On sait que l’INSEP a rouvert ses portes à un petit nombre d’athlètes de haut-niveau, triés sur le volet, depuis le 18 mai. Et avec un protocole sanitaire très strict. En fait, ils sont moins d’une centaine, toutes disciplines confondues, contre 800 habituellement. Et tous négatifs au test PRC. Le sésame, pour retrouver les installations dans le cadre de la préparation olympique.
Une telle mesure serait-elle applicable dans des salles privées ? Est-elle même souhaitable ? En effet, la fiabilité des tests sérologiques semble démontrée (23 ont reçu leur homologation). Toutefois des incertitudes demeurent sur l’immunité développée par la population et sa durée. De plus, comment vérifier qu’un grimpeur testé négatif à un instant T, et donc autorisé à pratiquer à la salle, n’aura pas contracté pas le virus dans les heures qui ont suivi le test ?

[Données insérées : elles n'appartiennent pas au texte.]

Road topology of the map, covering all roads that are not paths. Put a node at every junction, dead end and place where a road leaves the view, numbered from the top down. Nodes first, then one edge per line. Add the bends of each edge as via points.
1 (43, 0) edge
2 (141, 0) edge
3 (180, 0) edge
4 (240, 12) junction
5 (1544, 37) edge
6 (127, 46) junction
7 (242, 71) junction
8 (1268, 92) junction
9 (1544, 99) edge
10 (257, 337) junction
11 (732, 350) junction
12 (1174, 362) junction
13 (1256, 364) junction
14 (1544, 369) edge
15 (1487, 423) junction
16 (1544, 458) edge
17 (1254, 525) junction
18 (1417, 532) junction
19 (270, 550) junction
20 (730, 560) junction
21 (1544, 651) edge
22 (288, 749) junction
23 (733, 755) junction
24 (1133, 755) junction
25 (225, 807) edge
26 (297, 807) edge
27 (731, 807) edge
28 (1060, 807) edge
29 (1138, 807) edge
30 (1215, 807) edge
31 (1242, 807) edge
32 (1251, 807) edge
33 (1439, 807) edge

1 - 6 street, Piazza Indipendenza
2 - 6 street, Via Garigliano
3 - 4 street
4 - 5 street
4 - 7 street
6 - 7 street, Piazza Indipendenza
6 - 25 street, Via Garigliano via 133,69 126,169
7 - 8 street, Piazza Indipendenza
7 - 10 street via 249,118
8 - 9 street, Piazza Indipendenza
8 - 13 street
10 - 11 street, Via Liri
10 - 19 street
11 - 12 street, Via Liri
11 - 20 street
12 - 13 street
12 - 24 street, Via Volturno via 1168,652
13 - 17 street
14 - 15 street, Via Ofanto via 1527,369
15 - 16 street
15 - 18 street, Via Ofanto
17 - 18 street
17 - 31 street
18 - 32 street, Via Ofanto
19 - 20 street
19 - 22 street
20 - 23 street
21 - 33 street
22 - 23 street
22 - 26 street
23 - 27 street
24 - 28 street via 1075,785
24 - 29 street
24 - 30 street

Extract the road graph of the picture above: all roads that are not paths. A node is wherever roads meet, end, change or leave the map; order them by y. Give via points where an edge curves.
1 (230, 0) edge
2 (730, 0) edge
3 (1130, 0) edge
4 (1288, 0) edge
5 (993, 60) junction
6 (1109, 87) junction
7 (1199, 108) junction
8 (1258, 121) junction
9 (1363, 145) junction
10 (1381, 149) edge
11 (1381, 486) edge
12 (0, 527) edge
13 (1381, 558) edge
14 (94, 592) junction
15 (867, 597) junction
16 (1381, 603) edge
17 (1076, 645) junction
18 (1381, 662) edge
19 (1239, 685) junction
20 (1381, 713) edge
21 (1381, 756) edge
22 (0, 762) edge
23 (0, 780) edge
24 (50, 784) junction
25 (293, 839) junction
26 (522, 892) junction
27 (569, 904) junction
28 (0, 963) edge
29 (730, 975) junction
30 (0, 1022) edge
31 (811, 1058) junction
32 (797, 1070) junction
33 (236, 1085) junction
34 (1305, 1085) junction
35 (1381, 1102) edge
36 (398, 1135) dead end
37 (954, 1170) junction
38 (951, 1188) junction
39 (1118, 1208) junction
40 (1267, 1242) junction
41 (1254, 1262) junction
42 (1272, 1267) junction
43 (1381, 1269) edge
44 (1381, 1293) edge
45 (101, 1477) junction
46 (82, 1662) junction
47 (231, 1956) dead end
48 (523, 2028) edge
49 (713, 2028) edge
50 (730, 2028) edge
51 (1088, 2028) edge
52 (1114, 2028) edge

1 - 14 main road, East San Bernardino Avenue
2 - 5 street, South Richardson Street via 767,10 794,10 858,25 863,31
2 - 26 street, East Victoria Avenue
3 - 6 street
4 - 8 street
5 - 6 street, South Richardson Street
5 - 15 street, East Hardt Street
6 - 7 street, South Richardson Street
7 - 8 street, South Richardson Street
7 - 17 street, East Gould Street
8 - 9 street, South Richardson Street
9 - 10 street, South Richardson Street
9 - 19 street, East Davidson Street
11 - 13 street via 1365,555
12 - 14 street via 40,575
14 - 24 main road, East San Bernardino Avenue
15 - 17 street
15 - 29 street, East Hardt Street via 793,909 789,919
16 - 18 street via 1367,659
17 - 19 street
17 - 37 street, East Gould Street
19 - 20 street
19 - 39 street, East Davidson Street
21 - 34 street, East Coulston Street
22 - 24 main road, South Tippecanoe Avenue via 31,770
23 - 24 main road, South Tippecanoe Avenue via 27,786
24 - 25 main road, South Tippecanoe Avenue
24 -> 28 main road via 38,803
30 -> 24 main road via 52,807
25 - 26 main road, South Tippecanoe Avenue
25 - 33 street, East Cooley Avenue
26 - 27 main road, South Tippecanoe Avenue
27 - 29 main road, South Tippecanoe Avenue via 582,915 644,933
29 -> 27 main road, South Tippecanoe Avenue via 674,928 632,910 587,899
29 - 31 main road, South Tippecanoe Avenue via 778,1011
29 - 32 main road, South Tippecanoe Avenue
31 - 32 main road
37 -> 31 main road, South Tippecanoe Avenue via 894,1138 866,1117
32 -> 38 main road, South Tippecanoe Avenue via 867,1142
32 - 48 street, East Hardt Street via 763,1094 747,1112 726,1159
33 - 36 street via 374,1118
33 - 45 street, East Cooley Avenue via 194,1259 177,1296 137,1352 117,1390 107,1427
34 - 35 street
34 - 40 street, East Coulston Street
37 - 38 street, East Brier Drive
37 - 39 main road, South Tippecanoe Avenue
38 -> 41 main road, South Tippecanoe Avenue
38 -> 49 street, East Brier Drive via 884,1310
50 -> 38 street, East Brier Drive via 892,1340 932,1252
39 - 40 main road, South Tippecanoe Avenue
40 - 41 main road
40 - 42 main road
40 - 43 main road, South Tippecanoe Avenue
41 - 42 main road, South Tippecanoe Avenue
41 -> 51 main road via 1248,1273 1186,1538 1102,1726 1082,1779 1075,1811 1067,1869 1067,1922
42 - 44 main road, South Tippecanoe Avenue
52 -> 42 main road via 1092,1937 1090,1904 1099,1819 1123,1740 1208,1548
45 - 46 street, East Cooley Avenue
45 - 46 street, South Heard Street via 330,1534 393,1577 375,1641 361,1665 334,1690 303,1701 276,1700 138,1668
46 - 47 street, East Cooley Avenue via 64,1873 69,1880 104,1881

On pourrait imaginer prendre la température des pratiquants, comme c’est préconisé en Italie et présenté dans le document mis en ligne par la FASI : « Le pratiquant pourra être soumis à la mesure de la température corporelle lors de l’accès à la salle. Si cette température est supérieure à 37,5 °, l’accès aux installations sportives ne sera pas autorisé. » Mais concrètement, cela pose aussi des problèmes d’organisation !
Rappeler juste que les mesures sanitaires servent aussi à protéger les travailleurs eux-mêmes (dans les salles d’escalade aussi) et pas seulement le public, et que leur santé doit être prioritaire y compris sur une relance économique avec toutes ses dérives possibles et bien connues.